* Task instructions: All of the data goes into your copy exactly as written. Images do not.

Saved data entries
--------------------

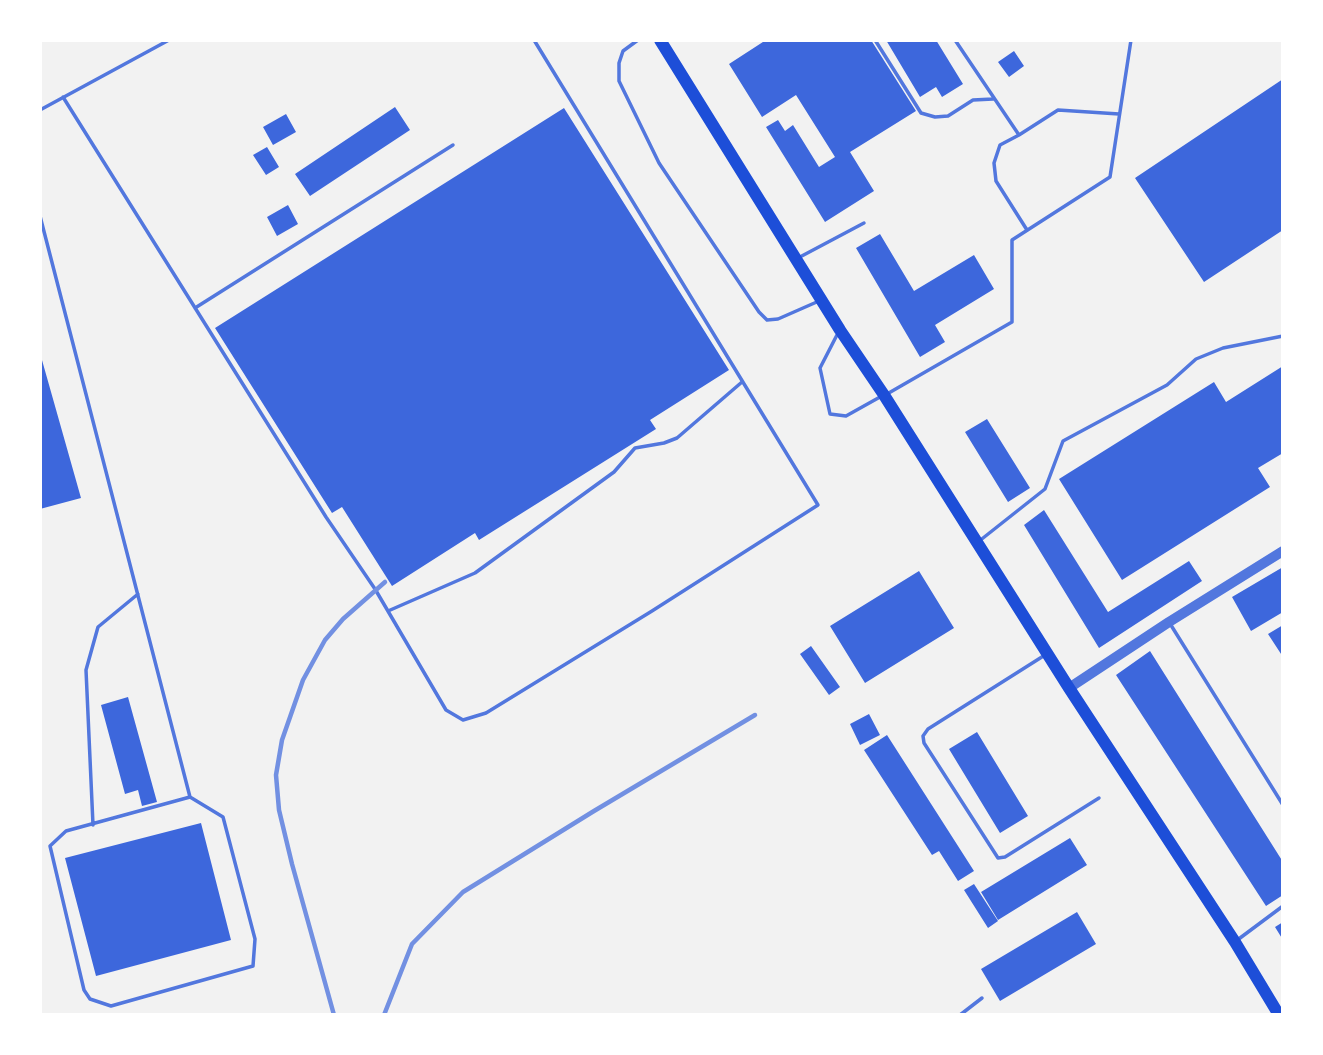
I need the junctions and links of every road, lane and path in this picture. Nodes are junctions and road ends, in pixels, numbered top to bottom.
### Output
1 (169, 40) edge
2 (534, 40) edge
3 (638, 40) edge
4 (660, 40) edge
5 (875, 40) edge
6 (955, 40) edge
7 (1131, 40) edge
8 (63, 97) junction
9 (993, 99) junction
10 (40, 110) edge
11 (1119, 114) junction
12 (1019, 135) junction
13 (453, 145) dead end
14 (40, 216) edge
15 (864, 223) dead end
16 (1027, 230) junction
17 (796, 259) junction
18 (821, 300) junction
19 (195, 308) junction
20 (840, 330) junction
21 (1283, 336) edge
22 (743, 382) junction
23 (884, 395) junction
24 (977, 543) junction
25 (1283, 551) edge
26 (138, 593) junction
27 (388, 611) junction
28 (1169, 622) junction
29 (1047, 654) junction
30 (1069, 688) junction
31 (191, 797) junction
32 (1099, 798) dead end
33 (1283, 804) edge
34 (93, 825) junction
35 (1283, 906) edge
36 (1234, 942) junction
37 (982, 998) dead end
38 (960, 1015) edge
39 (1279, 1015) edge

1 - 8 lane
2 - 22 lane
3 - 18 lane
4 - 17 main road
5 - 9 lane
6 - 9 lane
7 - 11 lane
8 - 10 lane
8 - 19 lane
9 - 12 lane
11 - 12 lane
11 - 16 lane
12 - 16 lane
13 - 19 lane
14 - 26 lane
15 - 17 lane
16 - 23 lane
17 - 18 main road
18 - 20 main road
19 - 27 lane
20 - 23 main road
20 - 23 lane
21 - 24 lane
22 - 27 lane
22 - 27 lane
23 - 24 main road
24 - 29 main road
25 - 28 street
26 - 31 lane
26 - 34 lane
28 - 30 street
28 - 33 lane
29 - 30 main road
29 - 32 lane
30 - 36 main road
31 - 34 lane
31 - 34 lane
35 - 36 lane
36 - 39 main road
37 - 38 lane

--------------------

* Task solution:
I need the junctions and links of every road, lane and path in this picture. Nodes are junctions and road ends, in pixels, numbered top to bottom.
### Output
1 (169, 40) edge
2 (534, 40) edge
3 (638, 40) edge
4 (660, 40) edge
5 (875, 40) edge
6 (955, 40) edge
7 (1131, 40) edge
8 (63, 97) junction
9 (993, 99) junction
10 (40, 110) edge
11 (1119, 114) junction
12 (1019, 135) junction
13 (453, 145) dead end
14 (40, 216) edge
15 (864, 223) dead end
16 (1027, 230) junction
17 (796, 259) junction
18 (821, 300) junction
19 (195, 308) junction
20 (840, 330) junction
21 (1283, 336) edge
22 (743, 382) junction
23 (884, 395) junction
24 (977, 543) junction
25 (1283, 551) edge
26 (138, 593) junction
27 (388, 611) junction
28 (1169, 622) junction
29 (1047, 654) junction
30 (1069, 688) junction
31 (191, 797) junction
32 (1099, 798) dead end
33 (1283, 804) edge
34 (93, 825) junction
35 (1283, 906) edge
36 (1234, 942) junction
37 (982, 998) dead end
38 (960, 1015) edge
39 (1279, 1015) edge

1 - 8 lane
2 - 22 lane
3 - 18 lane
4 - 17 main road
5 - 9 lane
6 - 9 lane
7 - 11 lane
8 - 10 lane
8 - 19 lane
9 - 12 lane
11 - 12 lane
11 - 16 lane
12 - 16 lane
13 - 19 lane
14 - 26 lane
15 - 17 lane
16 - 23 lane
17 - 18 main road
18 - 20 main road
19 - 27 lane
20 - 23 main road
20 - 23 lane
21 - 24 lane
22 - 27 lane
22 - 27 lane
23 - 24 main road
24 - 29 main road
25 - 28 street
26 - 31 lane
26 - 34 lane
28 - 30 street
28 - 33 lane
29 - 30 main road
29 - 32 lane
30 - 36 main road
31 - 34 lane
31 - 34 lane
35 - 36 lane
36 - 39 main road
37 - 38 lane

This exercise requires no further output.